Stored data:

──────────

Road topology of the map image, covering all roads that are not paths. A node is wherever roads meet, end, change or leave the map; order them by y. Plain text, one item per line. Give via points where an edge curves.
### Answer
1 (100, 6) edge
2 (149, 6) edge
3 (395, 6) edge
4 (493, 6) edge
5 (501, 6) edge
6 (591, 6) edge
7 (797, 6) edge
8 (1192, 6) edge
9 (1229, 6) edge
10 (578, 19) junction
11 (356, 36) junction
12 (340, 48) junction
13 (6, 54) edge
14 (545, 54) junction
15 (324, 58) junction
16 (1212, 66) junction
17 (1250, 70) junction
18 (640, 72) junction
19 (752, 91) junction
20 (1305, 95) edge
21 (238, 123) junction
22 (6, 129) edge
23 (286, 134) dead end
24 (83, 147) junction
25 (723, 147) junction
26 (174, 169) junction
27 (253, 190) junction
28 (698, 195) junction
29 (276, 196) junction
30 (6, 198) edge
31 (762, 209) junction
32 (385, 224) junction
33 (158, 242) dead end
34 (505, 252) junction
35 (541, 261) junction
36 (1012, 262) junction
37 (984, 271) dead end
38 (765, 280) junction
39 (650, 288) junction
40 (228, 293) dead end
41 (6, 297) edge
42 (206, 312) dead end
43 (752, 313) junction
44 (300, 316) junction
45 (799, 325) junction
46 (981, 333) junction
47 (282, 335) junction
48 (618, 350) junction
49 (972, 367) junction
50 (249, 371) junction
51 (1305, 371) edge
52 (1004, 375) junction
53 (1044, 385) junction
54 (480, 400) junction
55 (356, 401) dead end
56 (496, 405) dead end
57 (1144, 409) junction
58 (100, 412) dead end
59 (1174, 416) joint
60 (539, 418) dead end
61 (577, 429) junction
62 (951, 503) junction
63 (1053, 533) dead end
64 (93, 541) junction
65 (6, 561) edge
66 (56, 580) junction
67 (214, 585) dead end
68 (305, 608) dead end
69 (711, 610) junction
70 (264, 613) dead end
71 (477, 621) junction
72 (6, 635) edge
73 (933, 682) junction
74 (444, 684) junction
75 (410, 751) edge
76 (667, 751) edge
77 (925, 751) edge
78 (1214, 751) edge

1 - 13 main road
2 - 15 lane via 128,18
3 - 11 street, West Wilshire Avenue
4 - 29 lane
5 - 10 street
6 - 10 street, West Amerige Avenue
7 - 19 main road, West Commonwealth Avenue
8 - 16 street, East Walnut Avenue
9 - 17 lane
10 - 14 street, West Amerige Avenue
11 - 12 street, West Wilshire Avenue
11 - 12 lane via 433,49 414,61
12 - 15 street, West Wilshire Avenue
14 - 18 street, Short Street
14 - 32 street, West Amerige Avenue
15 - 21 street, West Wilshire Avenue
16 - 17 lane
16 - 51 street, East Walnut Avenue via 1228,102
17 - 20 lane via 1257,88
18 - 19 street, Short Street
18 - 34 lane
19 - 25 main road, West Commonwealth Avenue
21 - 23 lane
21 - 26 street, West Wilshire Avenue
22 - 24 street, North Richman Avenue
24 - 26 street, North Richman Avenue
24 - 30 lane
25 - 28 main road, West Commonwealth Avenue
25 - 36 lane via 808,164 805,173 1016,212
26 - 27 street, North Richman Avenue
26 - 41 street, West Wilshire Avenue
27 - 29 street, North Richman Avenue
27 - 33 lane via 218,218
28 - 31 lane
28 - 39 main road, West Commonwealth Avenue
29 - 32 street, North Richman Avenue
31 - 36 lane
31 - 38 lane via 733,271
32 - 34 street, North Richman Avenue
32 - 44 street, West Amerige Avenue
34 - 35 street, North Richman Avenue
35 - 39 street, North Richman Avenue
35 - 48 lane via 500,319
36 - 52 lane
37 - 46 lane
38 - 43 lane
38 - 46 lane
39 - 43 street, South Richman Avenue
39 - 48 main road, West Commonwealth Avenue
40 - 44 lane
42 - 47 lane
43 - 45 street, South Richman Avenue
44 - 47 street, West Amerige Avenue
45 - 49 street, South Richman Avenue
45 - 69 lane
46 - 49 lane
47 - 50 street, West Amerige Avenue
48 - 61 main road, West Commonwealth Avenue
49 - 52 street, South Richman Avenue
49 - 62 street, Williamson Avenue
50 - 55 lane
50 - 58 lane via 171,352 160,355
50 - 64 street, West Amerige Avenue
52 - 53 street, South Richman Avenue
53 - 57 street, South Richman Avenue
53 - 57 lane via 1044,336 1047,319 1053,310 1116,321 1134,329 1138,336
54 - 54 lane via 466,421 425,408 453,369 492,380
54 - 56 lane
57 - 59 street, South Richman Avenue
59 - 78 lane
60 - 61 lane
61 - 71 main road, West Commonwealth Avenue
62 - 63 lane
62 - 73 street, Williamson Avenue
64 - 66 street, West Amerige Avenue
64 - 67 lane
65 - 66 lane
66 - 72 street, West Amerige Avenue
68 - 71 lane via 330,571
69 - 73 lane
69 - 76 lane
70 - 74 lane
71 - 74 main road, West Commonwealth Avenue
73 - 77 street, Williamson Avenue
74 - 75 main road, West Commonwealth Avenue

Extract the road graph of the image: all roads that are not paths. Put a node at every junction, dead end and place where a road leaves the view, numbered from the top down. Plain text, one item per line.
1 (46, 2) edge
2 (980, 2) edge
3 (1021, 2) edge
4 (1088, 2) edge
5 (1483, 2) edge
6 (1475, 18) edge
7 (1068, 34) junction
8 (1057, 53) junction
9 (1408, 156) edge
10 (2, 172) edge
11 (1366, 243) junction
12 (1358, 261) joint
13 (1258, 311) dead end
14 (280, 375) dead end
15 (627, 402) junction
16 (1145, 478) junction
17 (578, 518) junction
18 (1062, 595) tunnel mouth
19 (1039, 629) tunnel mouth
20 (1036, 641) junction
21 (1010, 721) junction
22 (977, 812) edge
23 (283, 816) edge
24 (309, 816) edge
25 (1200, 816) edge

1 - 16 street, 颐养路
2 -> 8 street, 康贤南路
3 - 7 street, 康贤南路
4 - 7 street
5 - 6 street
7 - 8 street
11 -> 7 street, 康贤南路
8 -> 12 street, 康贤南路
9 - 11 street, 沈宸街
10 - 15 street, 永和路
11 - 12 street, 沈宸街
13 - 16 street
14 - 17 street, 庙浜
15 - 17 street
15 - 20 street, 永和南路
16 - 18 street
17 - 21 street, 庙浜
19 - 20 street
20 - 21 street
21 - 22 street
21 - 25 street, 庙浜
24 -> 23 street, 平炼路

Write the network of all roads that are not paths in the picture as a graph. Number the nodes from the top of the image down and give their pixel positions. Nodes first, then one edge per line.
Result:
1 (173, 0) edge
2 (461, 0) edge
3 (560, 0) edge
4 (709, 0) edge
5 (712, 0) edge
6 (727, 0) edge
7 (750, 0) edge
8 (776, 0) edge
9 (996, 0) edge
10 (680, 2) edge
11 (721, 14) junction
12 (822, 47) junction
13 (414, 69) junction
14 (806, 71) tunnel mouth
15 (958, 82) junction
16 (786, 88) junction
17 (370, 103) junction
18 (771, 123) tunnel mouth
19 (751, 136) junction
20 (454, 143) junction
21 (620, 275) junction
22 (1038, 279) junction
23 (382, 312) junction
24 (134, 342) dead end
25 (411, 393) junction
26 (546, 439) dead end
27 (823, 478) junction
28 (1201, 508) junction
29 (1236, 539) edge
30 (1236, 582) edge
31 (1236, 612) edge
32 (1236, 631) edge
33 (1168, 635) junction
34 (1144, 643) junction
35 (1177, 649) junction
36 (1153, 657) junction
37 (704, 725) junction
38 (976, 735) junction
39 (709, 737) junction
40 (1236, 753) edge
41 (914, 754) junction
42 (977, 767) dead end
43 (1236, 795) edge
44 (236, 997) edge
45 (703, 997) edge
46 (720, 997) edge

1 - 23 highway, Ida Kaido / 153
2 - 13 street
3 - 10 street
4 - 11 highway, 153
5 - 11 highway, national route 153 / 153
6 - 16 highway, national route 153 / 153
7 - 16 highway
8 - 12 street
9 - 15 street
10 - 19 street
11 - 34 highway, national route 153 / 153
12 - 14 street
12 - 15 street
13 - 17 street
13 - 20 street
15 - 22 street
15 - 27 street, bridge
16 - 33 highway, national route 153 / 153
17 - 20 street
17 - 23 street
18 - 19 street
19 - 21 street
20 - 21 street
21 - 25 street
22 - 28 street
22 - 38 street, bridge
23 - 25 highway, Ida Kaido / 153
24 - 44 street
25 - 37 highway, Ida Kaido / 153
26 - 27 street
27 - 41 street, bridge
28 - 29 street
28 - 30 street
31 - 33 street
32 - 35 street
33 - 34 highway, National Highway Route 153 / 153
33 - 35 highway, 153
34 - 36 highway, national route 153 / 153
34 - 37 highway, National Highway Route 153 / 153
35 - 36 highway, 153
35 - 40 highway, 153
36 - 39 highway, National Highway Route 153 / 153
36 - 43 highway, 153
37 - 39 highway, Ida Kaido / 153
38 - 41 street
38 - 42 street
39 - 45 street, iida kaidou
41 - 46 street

──────────

▸ EXERCISE DIRECTIONS:
Only the number is needed. Say how many lines of the entries contain "East".

▸ RESPONSE TO THIS TASK:
2